[Owney] has traveled the length of every railroad in the United States and has seen the inside and enjoyed the hospitality of more post offices than the oldest inspector of the service. Hopkinsville Kentuckian, January 4, 1895
On July 27, 2011, one of the National Postal Museum’s most interesting stories will be commemorated with a United States postage stamp. During his lifetime, a scruffy mutt named Owney was the nation’s most famous canine. From 1888 until his death in 1897 Owney rode with Railway Mail Service clerks and mailbags all across the nation.
Owney’s story begins in 1888 with his attachment to the mail clerks and mailbags at the Albany, N.Y., post office. His owner was likely a postal clerk who let the dog walk with him to work. Owney was attracted to the texture or scent of the mailbags and when his master moved away, Owney stayed with his new mail clerk friends. He soon began to follow the mailbags. At first, he followed them onto mail wagons and then onto mail trains, beginning an almost decade-long story of travels far and wide. Owney’s journeys took him across the United States, into Canada, and possibly Mexico. On August 19, 1895, as part of a publicity stunt for the town of Tacoma, Wash., Owney left that city on a mail steamer and spent the next few months traveling around the world. He docked back in New York City in late December, returning by train to Tacoma on December 29, 1895.
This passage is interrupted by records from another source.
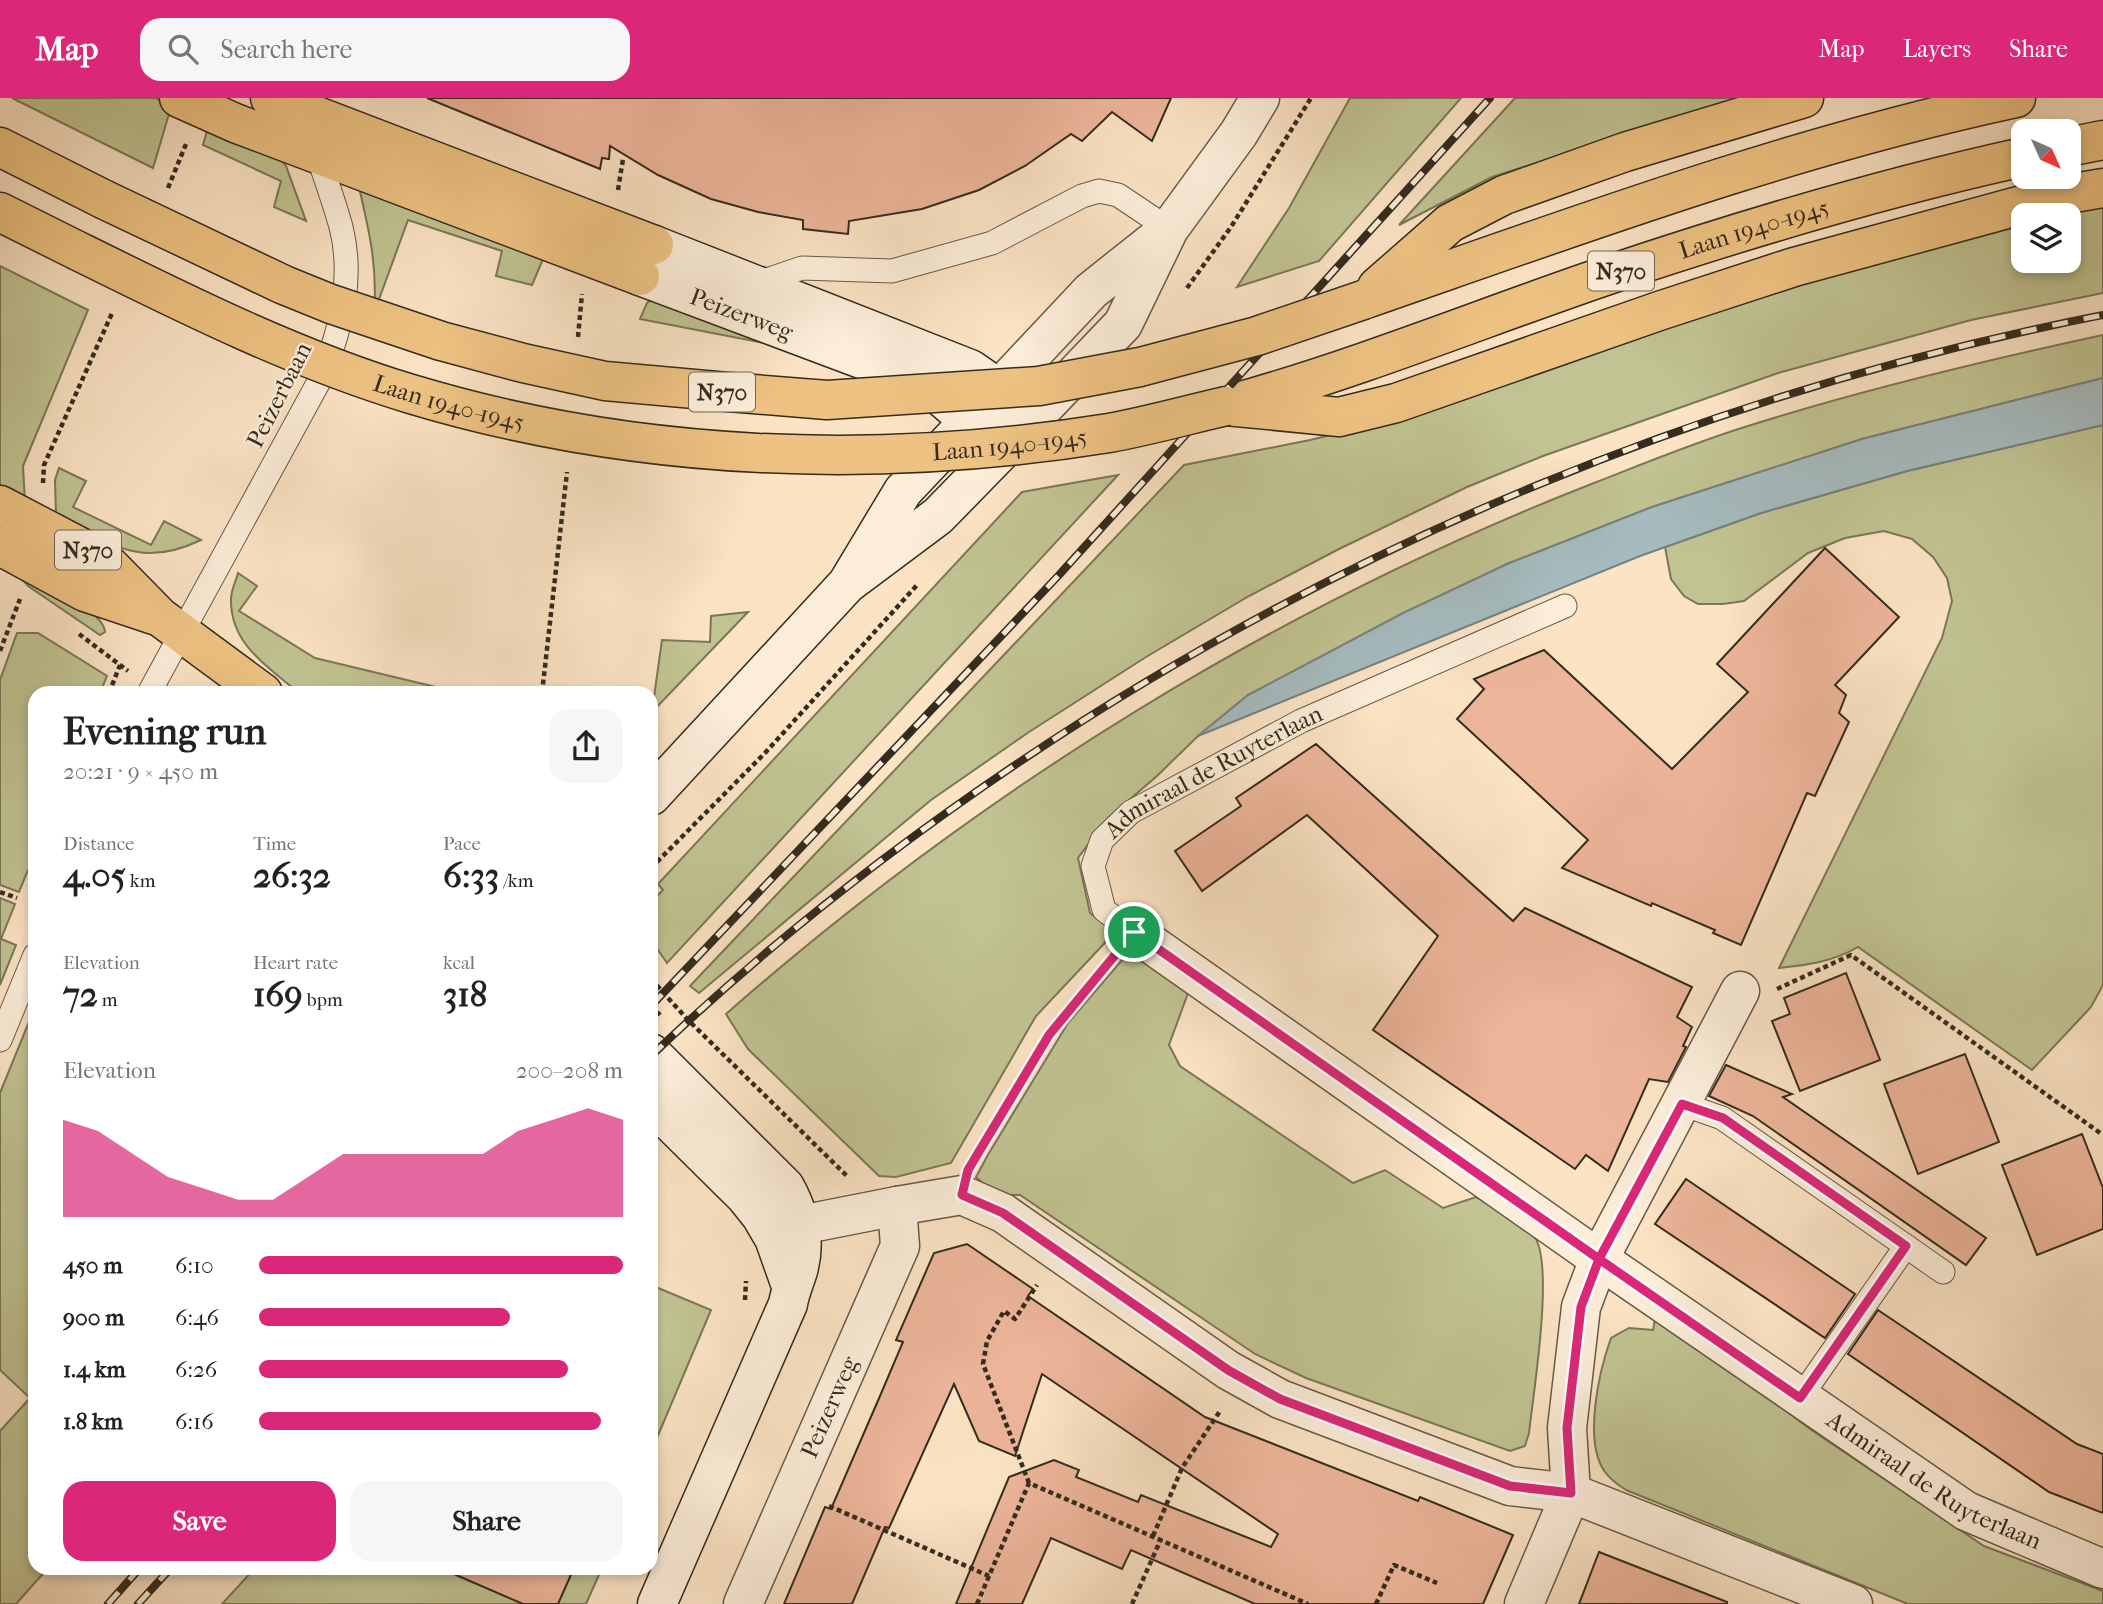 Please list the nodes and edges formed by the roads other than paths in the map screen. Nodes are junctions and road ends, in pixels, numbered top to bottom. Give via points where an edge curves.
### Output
1 (1261, 98) edge
2 (1804, 98) edge
3 (2016, 98) edge
4 (296, 101) edge
5 (186, 102) edge
6 (2103, 141) edge
7 (2081, 145) edge
8 (0, 147) edge
9 (317, 154) junction
10 (2011, 160) edge
11 (2103, 188) edge
12 (0, 212) edge
13 (1169, 229) junction
14 (647, 260) junction
15 (755, 284) junction
16 (1363, 300) junction
17 (999, 389) junction
18 (1226, 406) junction
19 (969, 421) junction
20 (1018, 434) junction
21 (0, 505) edge
22 (0, 545) edge
23 (847, 584) junction
24 (1564, 606) dead end
25 (171, 624) junction
26 (152, 686) edge
27 (254, 686) edge
28 (658, 788) edge
29 (1134, 932) joint
30 (28, 972) edge
31 (1740, 991) road end
32 (0, 1040) edge
33 (658, 1060) edge
34 (1682, 1104) junction
35 (658, 1109) edge
36 (889, 1207) junction
37 (785, 1228) junction
38 (1906, 1246) junction
39 (1599, 1259) junction
40 (1943, 1272) dead end
41 (1800, 1398) junction
42 (1571, 1493) junction
43 (2103, 1569) edge
44 (657, 1604) edge
45 (743, 1604) edge
46 (1524, 1604) edge
47 (1853, 1604) edge

1 - 13 street
2 - 16 highway, N370 via 1625,152 1504,195 1450,223
3 - 16 highway, N370 via 1802,151
4 - 9 lane, Peizerbaan
4 - 14 highway
5 - 9 highway
6 - 7 highway
8 - 16 highway, N370, bridge via 331,304 441,341 605,381 827,400 1039,386 1153,364 1257,336
9 - 14 highway
9 - 25 lane, Peizerbaan via 341,230 346,267 336,341 322,376
10 - 18 highway, Laan 1940-1945 / N370 via 1926,179 1605,276 1346,369
11 - 18 highway, N370 via 2051,197 1794,267 1396,403 1339,416
12 - 18 highway, Laan 1940-1945 / N370, bridge via 261,339 336,368 411,394 585,434 759,455 901,455 1112,432
13 - 15 lane, Peizerweg via 1118,195 1099,191 992,243 892,271 802,268
13 - 17 street via 1091,291
13 - 20 street via 1123,324
14 - 15 street, Peizerweg
14 - 19 street, Peizerweg via 931,388
15 - 17 street, Peizerweg via 956,362
17 - 19 street
17 - 20 street, Laan 1940-1945
19 - 20 street, Laan 1940-1945
19 - 23 street via 903,491
20 - 23 street via 938,516
21 - 25 highway, N370 via 103,559
22 - 25 highway, N370 via 85,592
23 - 28 street
24 - 29 lane, Admiraal de Ruyterlaan via 1301,721 1131,812 1102,840 1093,866 1104,910
25 - 26 lane, Peizerbaan
25 - 27 highway
29 - 39 street, Admiraal de Ruyterlaan
30 - 32 lane
31 - 34 street
33 - 37 street via 785,1187 796,1207
34 - 38 lane via 1723,1118
34 - 39 street
35 - 37 street via 745,1196
36 - 37 street
36 - 42 street via 962,1195 1003,1213 1242,1378 1280,1399 1510,1486
36 - 45 street, Peizerweg via 900,1247
37 - 44 street via 784,1262 791,1286 781,1321
38 - 40 lane
38 - 41 lane
39 - 41 street, Admiraal de Ruyterlaan
39 - 42 street via 1581,1307 1567,1428
41 - 43 street, Admiraal de Ruyterlaan via 1966,1511
42 - 46 street
42 - 47 street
Among the first to visit the dog upon his arrival in a new town was often the local reporter, eager to learn where the dog had been, and share his travels with readers. This far-traveled canine would have achieved fame for his travels alone. But he also gathered attention for his fashion sense. Postal workers were the first to attach tokens to the dog’s collar, but soon just about anyone and everyone who had the opportunity to give Owney a little souvenir of his trip did so. Before long the poor dog was carrying so many tags on his collar that he could barely keep his head upright. His mail clerk friends began shipping excess tags back to the Albany post office, where the postmaster put them on public display. Postmaster General John Wanamaker had a special harness built for Owney to wear, so his tags could be spread out evenly all over his body. A writer for the Brooklyn Daily Eagler eported that “Nearly every place he stopped Owney received an additional tag, until now he wears a big bunch. When he jogs along, they jingle like the bells on a junk wagon.”
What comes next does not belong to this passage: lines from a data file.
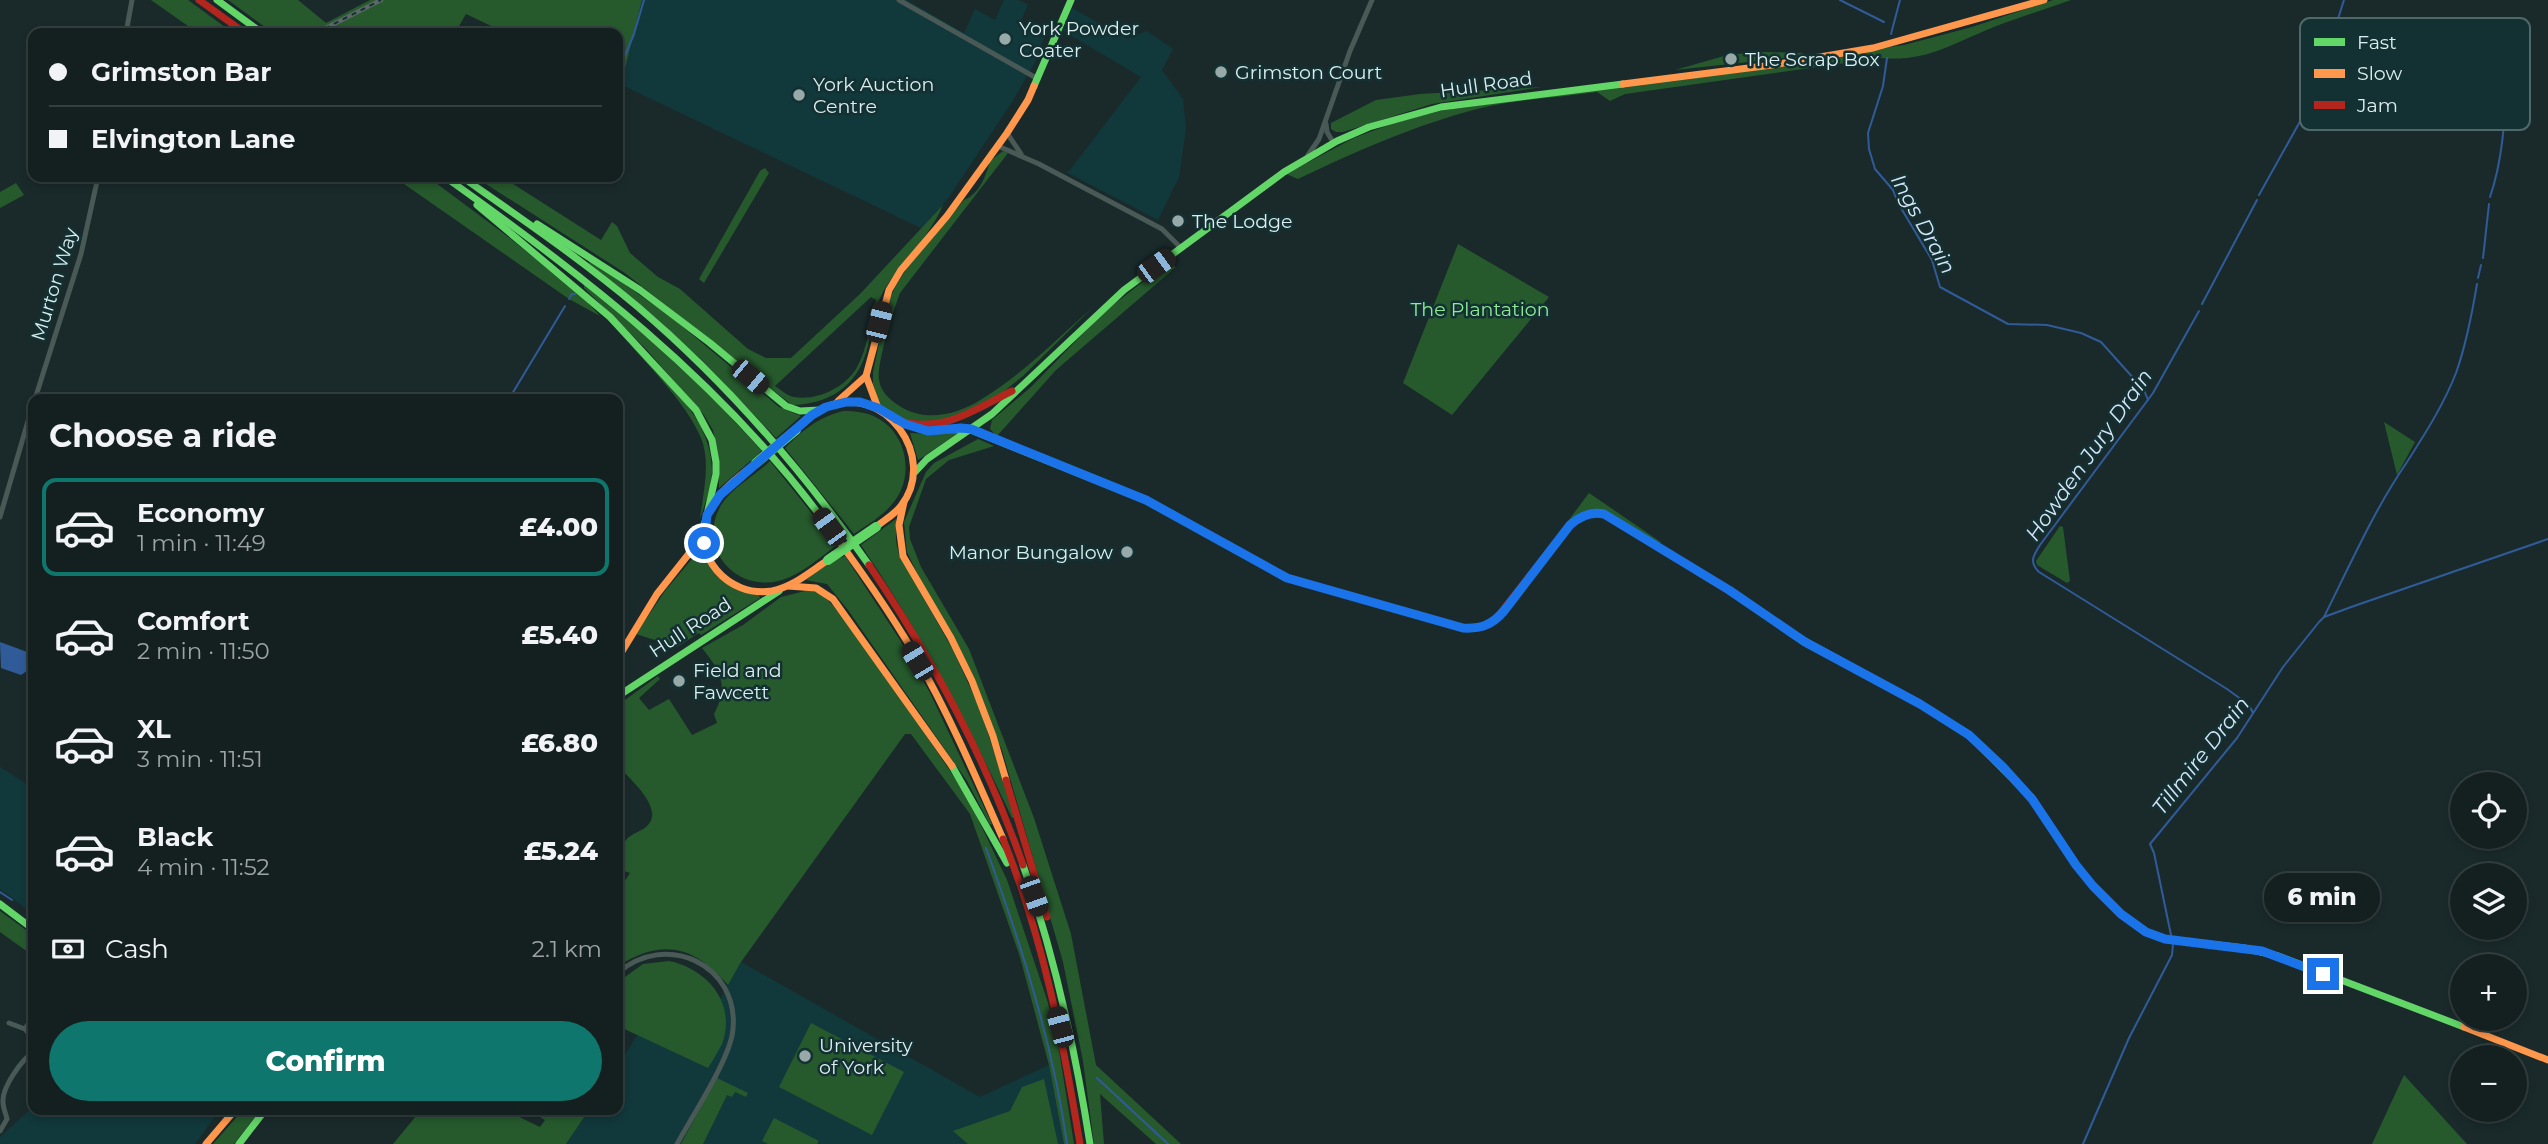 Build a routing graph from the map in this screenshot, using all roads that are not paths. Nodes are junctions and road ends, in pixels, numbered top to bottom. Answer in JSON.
{"nodes":[{"id":1,"x":132,"y":0,"type":"edge"},
{"id":2,"x":199,"y":0,"type":"edge"},
{"id":3,"x":217,"y":0,"type":"edge"},
{"id":4,"x":899,"y":0,"type":"edge"},
{"id":5,"x":1071,"y":0,"type":"edge"},
{"id":6,"x":1372,"y":0,"type":"edge"},
{"id":7,"x":2044,"y":0,"type":"edge"},
{"id":8,"x":127,"y":28,"type":"edge"},
{"id":9,"x":237,"y":28,"type":"edge"},
{"id":10,"x":255,"y":28,"type":"edge"},
{"id":11,"x":1038,"y":79,"type":"junction"},
{"id":12,"x":1326,"y":121,"type":"junction"},
{"id":13,"x":1007,"y":133,"type":"junction"},
{"id":14,"x":1333,"y":142,"type":"junction"},
{"id":15,"x":998,"y":146,"type":"junction"},
{"id":16,"x":1022,"y":156,"type":"junction"},
{"id":17,"x":1306,"y":157,"type":"junction"},
{"id":18,"x":97,"y":182,"type":"edge"},
{"id":19,"x":460,"y":182,"type":"edge"},
{"id":20,"x":460,"y":182,"type":"edge"},
{"id":21,"x":461,"y":182,"type":"edge"},
{"id":22,"x":520,"y":217,"type":"junction"},
{"id":23,"x":1181,"y":248,"type":"junction"},
{"id":24,"x":866,"y":376,"type":"junction"},
{"id":25,"x":1015,"y":390,"type":"junction"},
{"id":26,"x":37,"y":394,"type":"edge"},
{"id":27,"x":831,"y":405,"type":"junction"},
{"id":28,"x":878,"y":408,"type":"junction"},
{"id":29,"x":820,"y":410,"type":"junction"},
{"id":30,"x":893,"y":419,"type":"junction"},
{"id":31,"x":28,"y":421,"type":"edge"},
{"id":32,"x":913,"y":426,"type":"junction"},
{"id":33,"x":971,"y":429,"type":"junction"},
{"id":34,"x":915,"y":472,"type":"junction"},
{"id":35,"x":904,"y":502,"type":"junction"},
{"id":36,"x":707,"y":515,"type":"junction"},
{"id":37,"x":0,"y":517,"type":"edge"},
{"id":38,"x":703,"y":536,"type":"junction"},
{"id":39,"x":785,"y":587,"type":"junction"},
{"id":40,"x":623,"y":650,"type":"edge"},
{"id":41,"x":623,"y":693,"type":"edge"},
{"id":42,"x":1016,"y":875,"type":"junction"},
{"id":43,"x":0,"y":904,"type":"edge"},
{"id":44,"x":28,"y":925,"type":"edge"},
{"id":45,"x":1050,"y":946,"type":"junction"},
{"id":46,"x":623,"y":969,"type":"edge"},
{"id":47,"x":9,"y":1023,"type":"dead end"},
{"id":48,"x":28,"y":1025,"type":"edge"},
{"id":49,"x":25,"y":1030,"type":"junction"},
{"id":50,"x":28,"y":1033,"type":"edge"},
{"id":51,"x":28,"y":1056,"type":"edge"},
{"id":52,"x":2548,"y":1060,"type":"edge"},
{"id":53,"x":230,"y":1115,"type":"edge"},
{"id":54,"x":260,"y":1115,"type":"edge"},
{"id":55,"x":0,"y":1131,"type":"edge"},
{"id":56,"x":206,"y":1144,"type":"edge"},
{"id":57,"x":239,"y":1144,"type":"edge"},
{"id":58,"x":677,"y":1144,"type":"edge"},
{"id":59,"x":1080,"y":1144,"type":"edge"},
{"id":60,"x":1090,"y":1144,"type":"edge"}],
"edges":[{"from":1,"to":8,"type":"street"},
{"from":2,"to":9,"type":"main road"},
{"from":3,"to":10,"type":"main road"},
{"from":4,"to":11,"type":"street"},
{"from":5,"to":11,"type":"main road"},
{"from":6,"to":12,"type":"street"},
{"from":7,"to":14,"type":"main road","name":"Hull Road"},
{"from":11,"to":13,"type":"main road"},
{"from":12,"to":14,"type":"street"},
{"from":12,"to":17,"type":"street"},
{"from":13,"to":15,"type":"main road"},
{"from":13,"to":16,"type":"street"},
{"from":14,"to":17,"type":"main road","name":"Hull Road"},
{"from":15,"to":16,"type":"street"},
{"from":15,"to":24,"type":"main road"},
{"from":16,"to":23,"type":"street"},
{"from":17,"to":23,"type":"main road","name":"Hull Road"},
{"from":18,"to":26,"type":"street","name":"Murton Way"},
{"from":19,"to":36,"type":"main road"},
{"from":20,"to":42,"type":"main road"},
{"from":21,"to":22,"type":"main road"},
{"from":22,"to":29,"type":"main road"},
{"from":22,"to":45,"type":"main road"},
{"from":23,"to":25,"type":"main road","name":"Hull Road"},
{"from":24,"to":27,"type":"main road"},
{"from":24,"to":28,"type":"main road"},
{"from":25,"to":32,"type":"main road","name":"Hull Road"},
{"from":25,"to":33,"type":"main road","name":"Hull Road"},
{"from":27,"to":28,"type":"main road"},
{"from":27,"to":29,"type":"main road"},
{"from":28,"to":30,"type":"main road"},
{"from":29,"to":36,"type":"main road","bridge":true},
{"from":30,"to":32,"type":"main road","name":"Hull Road"},
{"from":30,"to":34,"type":"main road"},
{"from":31,"to":37,"type":"street"},
{"from":32,"to":33,"type":"main road"},
{"from":33,"to":34,"type":"main road","name":"Hull Road"},
{"from":33,"to":52,"type":"main road"},
{"from":34,"to":35,"type":"main road"},
{"from":35,"to":39,"type":"main road","name":"Hull Road","bridge":true},
{"from":35,"to":45,"type":"main road"},
{"from":36,"to":38,"type":"main road"},
{"from":38,"to":39,"type":"main road"},
{"from":38,"to":40,"type":"main road","name":"Hull Road"},
{"from":39,"to":41,"type":"main road","name":"Hull Road"},
{"from":39,"to":42,"type":"main road"},
{"from":42,"to":59,"type":"main road"},
{"from":43,"to":44,"type":"main road"},
{"from":45,"to":60,"type":"main road"},
{"from":46,"to":58,"type":"street"},
{"from":47,"to":49,"type":"street"},
{"from":48,"to":49,"type":"street"},
{"from":49,"to":50,"type":"street"},
{"from":51,"to":55,"type":"street"},
{"from":53,"to":56,"type":"main road"},
{"from":54,"to":57,"type":"main road"}]}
By the spring of 1897 Owney was in poor health. He had been “retired” from traveling and was living with a postal worker in St. Louis, Mo. But the dog could not be separated from the lure of the mail trains and by June he was again riding the rails. On June 11, 1897 Owney was in the Toledo, Ohio post office. As usual, he’d followed the mailbags into the office where he was warmly greeted by postmaster Tucker and clerks.
Owney had often seemed reluctant to let people look at his tags, and on this day that reluctance took a violent turn; he attacked and bit a mail clerk. The postmaster called for the town’s marshal, who shot and killed the dog. The Toledo clerks refused to bury their beloved mascot. Clerks across the country asked that the dog receive the honor they considered he was due by being preserved and presented to the Post Office Department’s headquarters. Owney was kept on display by the Department, and then given to the Smithsonian Institution in 1912.
Owney’s travels continue to enchant new generations and finally, 123 years after Owney rode his first mail car, his place in America’s postal history will be cemented with his appearance on a postage stamp. The stamp features a profile of Owney’s face against a backdrop of a few of his many tags. Now Owney’s fans can celebrate this most fascinating postal pup in a most postal way.